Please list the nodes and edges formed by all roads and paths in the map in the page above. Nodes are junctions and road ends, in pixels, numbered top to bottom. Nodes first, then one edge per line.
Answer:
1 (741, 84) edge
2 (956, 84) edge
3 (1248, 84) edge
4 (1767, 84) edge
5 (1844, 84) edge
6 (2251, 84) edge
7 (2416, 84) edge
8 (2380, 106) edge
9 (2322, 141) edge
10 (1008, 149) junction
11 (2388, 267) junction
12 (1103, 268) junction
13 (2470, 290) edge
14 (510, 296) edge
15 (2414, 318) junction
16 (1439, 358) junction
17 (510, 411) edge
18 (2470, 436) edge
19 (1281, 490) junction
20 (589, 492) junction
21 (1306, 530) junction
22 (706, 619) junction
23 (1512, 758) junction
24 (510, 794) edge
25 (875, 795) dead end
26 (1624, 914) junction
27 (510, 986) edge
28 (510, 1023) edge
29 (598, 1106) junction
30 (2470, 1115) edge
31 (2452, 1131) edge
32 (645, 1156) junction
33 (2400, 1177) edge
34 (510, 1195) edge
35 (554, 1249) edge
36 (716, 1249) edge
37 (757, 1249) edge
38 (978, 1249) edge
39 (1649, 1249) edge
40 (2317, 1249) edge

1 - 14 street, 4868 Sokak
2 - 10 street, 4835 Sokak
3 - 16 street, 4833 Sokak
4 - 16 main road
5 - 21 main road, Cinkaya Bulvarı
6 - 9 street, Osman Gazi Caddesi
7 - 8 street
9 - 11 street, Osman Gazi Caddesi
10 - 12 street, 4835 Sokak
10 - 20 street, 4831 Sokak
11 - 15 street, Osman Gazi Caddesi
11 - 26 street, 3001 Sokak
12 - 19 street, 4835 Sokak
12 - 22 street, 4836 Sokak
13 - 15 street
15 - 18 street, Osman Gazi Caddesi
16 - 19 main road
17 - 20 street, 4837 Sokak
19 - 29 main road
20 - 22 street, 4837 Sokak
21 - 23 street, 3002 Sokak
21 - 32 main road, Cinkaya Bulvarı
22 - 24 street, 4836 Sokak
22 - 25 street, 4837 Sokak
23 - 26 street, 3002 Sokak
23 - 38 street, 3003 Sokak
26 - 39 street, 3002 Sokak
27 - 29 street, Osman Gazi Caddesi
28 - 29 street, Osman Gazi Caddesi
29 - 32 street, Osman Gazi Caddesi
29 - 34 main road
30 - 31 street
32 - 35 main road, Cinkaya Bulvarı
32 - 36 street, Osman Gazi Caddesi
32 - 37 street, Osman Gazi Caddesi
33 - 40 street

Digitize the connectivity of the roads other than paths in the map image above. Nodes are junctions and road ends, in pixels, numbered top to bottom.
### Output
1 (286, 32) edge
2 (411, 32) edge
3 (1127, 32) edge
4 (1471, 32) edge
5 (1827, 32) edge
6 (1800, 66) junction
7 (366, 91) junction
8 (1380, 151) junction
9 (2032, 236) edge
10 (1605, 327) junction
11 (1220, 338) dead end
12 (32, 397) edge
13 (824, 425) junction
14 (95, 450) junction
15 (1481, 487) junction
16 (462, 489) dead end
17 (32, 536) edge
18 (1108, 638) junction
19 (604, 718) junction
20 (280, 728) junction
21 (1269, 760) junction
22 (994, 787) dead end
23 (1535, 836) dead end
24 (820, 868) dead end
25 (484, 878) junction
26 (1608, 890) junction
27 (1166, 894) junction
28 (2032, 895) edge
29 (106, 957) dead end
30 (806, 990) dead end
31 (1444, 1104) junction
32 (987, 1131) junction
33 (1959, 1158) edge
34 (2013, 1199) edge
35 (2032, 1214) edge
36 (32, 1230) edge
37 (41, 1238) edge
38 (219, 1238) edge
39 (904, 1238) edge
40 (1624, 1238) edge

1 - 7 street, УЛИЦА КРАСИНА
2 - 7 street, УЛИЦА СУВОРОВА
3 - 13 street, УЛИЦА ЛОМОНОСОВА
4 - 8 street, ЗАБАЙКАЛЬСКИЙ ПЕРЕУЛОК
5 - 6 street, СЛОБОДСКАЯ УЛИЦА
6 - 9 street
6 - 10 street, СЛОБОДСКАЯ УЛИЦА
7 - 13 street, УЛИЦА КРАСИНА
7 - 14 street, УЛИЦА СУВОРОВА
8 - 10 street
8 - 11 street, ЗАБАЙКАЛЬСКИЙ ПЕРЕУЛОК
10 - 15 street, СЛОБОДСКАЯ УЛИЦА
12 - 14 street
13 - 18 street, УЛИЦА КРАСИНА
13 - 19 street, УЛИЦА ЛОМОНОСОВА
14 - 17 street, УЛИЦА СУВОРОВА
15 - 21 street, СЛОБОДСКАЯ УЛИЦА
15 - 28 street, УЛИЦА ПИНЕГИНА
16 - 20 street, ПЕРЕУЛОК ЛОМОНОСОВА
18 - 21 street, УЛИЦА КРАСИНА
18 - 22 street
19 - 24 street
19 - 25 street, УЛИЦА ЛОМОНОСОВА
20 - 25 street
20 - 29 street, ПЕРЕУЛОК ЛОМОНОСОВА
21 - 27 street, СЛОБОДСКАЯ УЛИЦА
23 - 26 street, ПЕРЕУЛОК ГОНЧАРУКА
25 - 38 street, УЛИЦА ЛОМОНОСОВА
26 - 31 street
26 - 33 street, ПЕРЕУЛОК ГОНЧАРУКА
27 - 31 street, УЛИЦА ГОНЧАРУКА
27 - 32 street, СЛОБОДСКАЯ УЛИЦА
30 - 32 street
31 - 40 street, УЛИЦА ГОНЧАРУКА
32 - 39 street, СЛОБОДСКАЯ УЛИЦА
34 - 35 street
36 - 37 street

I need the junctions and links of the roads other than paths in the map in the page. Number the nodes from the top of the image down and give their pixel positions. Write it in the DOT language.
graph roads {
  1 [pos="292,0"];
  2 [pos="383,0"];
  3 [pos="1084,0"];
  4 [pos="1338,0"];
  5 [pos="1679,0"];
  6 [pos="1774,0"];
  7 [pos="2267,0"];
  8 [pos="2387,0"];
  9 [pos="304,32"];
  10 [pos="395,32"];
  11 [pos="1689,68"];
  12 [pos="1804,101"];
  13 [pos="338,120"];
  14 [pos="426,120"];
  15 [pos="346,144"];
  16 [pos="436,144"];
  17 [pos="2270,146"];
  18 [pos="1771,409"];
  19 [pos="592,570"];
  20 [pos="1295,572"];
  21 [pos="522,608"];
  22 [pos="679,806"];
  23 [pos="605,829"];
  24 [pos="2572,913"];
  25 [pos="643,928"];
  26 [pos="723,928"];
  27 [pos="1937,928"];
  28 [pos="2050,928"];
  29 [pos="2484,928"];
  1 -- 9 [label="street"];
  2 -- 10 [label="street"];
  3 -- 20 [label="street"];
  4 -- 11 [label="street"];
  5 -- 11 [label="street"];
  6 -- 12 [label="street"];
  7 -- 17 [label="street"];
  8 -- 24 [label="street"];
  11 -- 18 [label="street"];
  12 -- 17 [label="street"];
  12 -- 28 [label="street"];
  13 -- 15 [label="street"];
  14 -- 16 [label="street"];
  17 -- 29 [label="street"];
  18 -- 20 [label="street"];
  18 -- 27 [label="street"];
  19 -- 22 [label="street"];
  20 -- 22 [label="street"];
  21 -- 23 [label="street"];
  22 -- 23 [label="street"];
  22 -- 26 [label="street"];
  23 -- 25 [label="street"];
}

********

## Work instruction
Line by line, return the whole listing without a single difference.

## Exercise response
Please list the nodes and edges formed by all roads and paths in the map in the page above. Nodes are junctions and road ends, in pixels, numbered top to bottom. Nodes first, then one edge per line.
Answer:
1 (741, 84) edge
2 (956, 84) edge
3 (1248, 84) edge
4 (1767, 84) edge
5 (1844, 84) edge
6 (2251, 84) edge
7 (2416, 84) edge
8 (2380, 106) edge
9 (2322, 141) edge
10 (1008, 149) junction
11 (2388, 267) junction
12 (1103, 268) junction
13 (2470, 290) edge
14 (510, 296) edge
15 (2414, 318) junction
16 (1439, 358) junction
17 (510, 411) edge
18 (2470, 436) edge
19 (1281, 490) junction
20 (589, 492) junction
21 (1306, 530) junction
22 (706, 619) junction
23 (1512, 758) junction
24 (510, 794) edge
25 (875, 795) dead end
26 (1624, 914) junction
27 (510, 986) edge
28 (510, 1023) edge
29 (598, 1106) junction
30 (2470, 1115) edge
31 (2452, 1131) edge
32 (645, 1156) junction
33 (2400, 1177) edge
34 (510, 1195) edge
35 (554, 1249) edge
36 (716, 1249) edge
37 (757, 1249) edge
38 (978, 1249) edge
39 (1649, 1249) edge
40 (2317, 1249) edge

1 - 14 street, 4868 Sokak
2 - 10 street, 4835 Sokak
3 - 16 street, 4833 Sokak
4 - 16 main road
5 - 21 main road, Cinkaya Bulvarı
6 - 9 street, Osman Gazi Caddesi
7 - 8 street
9 - 11 street, Osman Gazi Caddesi
10 - 12 street, 4835 Sokak
10 - 20 street, 4831 Sokak
11 - 15 street, Osman Gazi Caddesi
11 - 26 street, 3001 Sokak
12 - 19 street, 4835 Sokak
12 - 22 street, 4836 Sokak
13 - 15 street
15 - 18 street, Osman Gazi Caddesi
16 - 19 main road
17 - 20 street, 4837 Sokak
19 - 29 main road
20 - 22 street, 4837 Sokak
21 - 23 street, 3002 Sokak
21 - 32 main road, Cinkaya Bulvarı
22 - 24 street, 4836 Sokak
22 - 25 street, 4837 Sokak
23 - 26 street, 3002 Sokak
23 - 38 street, 3003 Sokak
26 - 39 street, 3002 Sokak
27 - 29 street, Osman Gazi Caddesi
28 - 29 street, Osman Gazi Caddesi
29 - 32 street, Osman Gazi Caddesi
29 - 34 main road
30 - 31 street
32 - 35 main road, Cinkaya Bulvarı
32 - 36 street, Osman Gazi Caddesi
32 - 37 street, Osman Gazi Caddesi
33 - 40 street

Digitize the connectivity of the roads other than paths in the map image above. Nodes are junctions and road ends, in pixels, numbered top to bottom.
### Output
1 (286, 32) edge
2 (411, 32) edge
3 (1127, 32) edge
4 (1471, 32) edge
5 (1827, 32) edge
6 (1800, 66) junction
7 (366, 91) junction
8 (1380, 151) junction
9 (2032, 236) edge
10 (1605, 327) junction
11 (1220, 338) dead end
12 (32, 397) edge
13 (824, 425) junction
14 (95, 450) junction
15 (1481, 487) junction
16 (462, 489) dead end
17 (32, 536) edge
18 (1108, 638) junction
19 (604, 718) junction
20 (280, 728) junction
21 (1269, 760) junction
22 (994, 787) dead end
23 (1535, 836) dead end
24 (820, 868) dead end
25 (484, 878) junction
26 (1608, 890) junction
27 (1166, 894) junction
28 (2032, 895) edge
29 (106, 957) dead end
30 (806, 990) dead end
31 (1444, 1104) junction
32 (987, 1131) junction
33 (1959, 1158) edge
34 (2013, 1199) edge
35 (2032, 1214) edge
36 (32, 1230) edge
37 (41, 1238) edge
38 (219, 1238) edge
39 (904, 1238) edge
40 (1624, 1238) edge

1 - 7 street, УЛИЦА КРАСИНА
2 - 7 street, УЛИЦА СУВОРОВА
3 - 13 street, УЛИЦА ЛОМОНОСОВА
4 - 8 street, ЗАБАЙКАЛЬСКИЙ ПЕРЕУЛОК
5 - 6 street, СЛОБОДСКАЯ УЛИЦА
6 - 9 street
6 - 10 street, СЛОБОДСКАЯ УЛИЦА
7 - 13 street, УЛИЦА КРАСИНА
7 - 14 street, УЛИЦА СУВОРОВА
8 - 10 street
8 - 11 street, ЗАБАЙКАЛЬСКИЙ ПЕРЕУЛОК
10 - 15 street, СЛОБОДСКАЯ УЛИЦА
12 - 14 street
13 - 18 street, УЛИЦА КРАСИНА
13 - 19 street, УЛИЦА ЛОМОНОСОВА
14 - 17 street, УЛИЦА СУВОРОВА
15 - 21 street, СЛОБОДСКАЯ УЛИЦА
15 - 28 street, УЛИЦА ПИНЕГИНА
16 - 20 street, ПЕРЕУЛОК ЛОМОНОСОВА
18 - 21 street, УЛИЦА КРАСИНА
18 - 22 street
19 - 24 street
19 - 25 street, УЛИЦА ЛОМОНОСОВА
20 - 25 street
20 - 29 street, ПЕРЕУЛОК ЛОМОНОСОВА
21 - 27 street, СЛОБОДСКАЯ УЛИЦА
23 - 26 street, ПЕРЕУЛОК ГОНЧАРУКА
25 - 38 street, УЛИЦА ЛОМОНОСОВА
26 - 31 street
26 - 33 street, ПЕРЕУЛОК ГОНЧАРУКА
27 - 31 street, УЛИЦА ГОНЧАРУКА
27 - 32 street, СЛОБОДСКАЯ УЛИЦА
30 - 32 street
31 - 40 street, УЛИЦА ГОНЧАРУКА
32 - 39 street, СЛОБОДСКАЯ УЛИЦА
34 - 35 street
36 - 37 street

I need the junctions and links of the roads other than paths in the map in the page. Number the nodes from the top of the image down and give their pixel positions. Write it in the DOT language.
graph roads {
  1 [pos="292,0"];
  2 [pos="383,0"];
  3 [pos="1084,0"];
  4 [pos="1338,0"];
  5 [pos="1679,0"];
  6 [pos="1774,0"];
  7 [pos="2267,0"];
  8 [pos="2387,0"];
  9 [pos="304,32"];
  10 [pos="395,32"];
  11 [pos="1689,68"];
  12 [pos="1804,101"];
  13 [pos="338,120"];
  14 [pos="426,120"];
  15 [pos="346,144"];
  16 [pos="436,144"];
  17 [pos="2270,146"];
  18 [pos="1771,409"];
  19 [pos="592,570"];
  20 [pos="1295,572"];
  21 [pos="522,608"];
  22 [pos="679,806"];
  23 [pos="605,829"];
  24 [pos="2572,913"];
  25 [pos="643,928"];
  26 [pos="723,928"];
  27 [pos="1937,928"];
  28 [pos="2050,928"];
  29 [pos="2484,928"];
  1 -- 9 [label="street"];
  2 -- 10 [label="street"];
  3 -- 20 [label="street"];
  4 -- 11 [label="street"];
  5 -- 11 [label="street"];
  6 -- 12 [label="street"];
  7 -- 17 [label="street"];
  8 -- 24 [label="street"];
  11 -- 18 [label="street"];
  12 -- 17 [label="street"];
  12 -- 28 [label="street"];
  13 -- 15 [label="street"];
  14 -- 16 [label="street"];
  17 -- 29 [label="street"];
  18 -- 20 [label="street"];
  18 -- 27 [label="street"];
  19 -- 22 [label="street"];
  20 -- 22 [label="street"];
  21 -- 23 [label="street"];
  22 -- 23 [label="street"];
  22 -- 26 [label="street"];
  23 -- 25 [label="street"];
}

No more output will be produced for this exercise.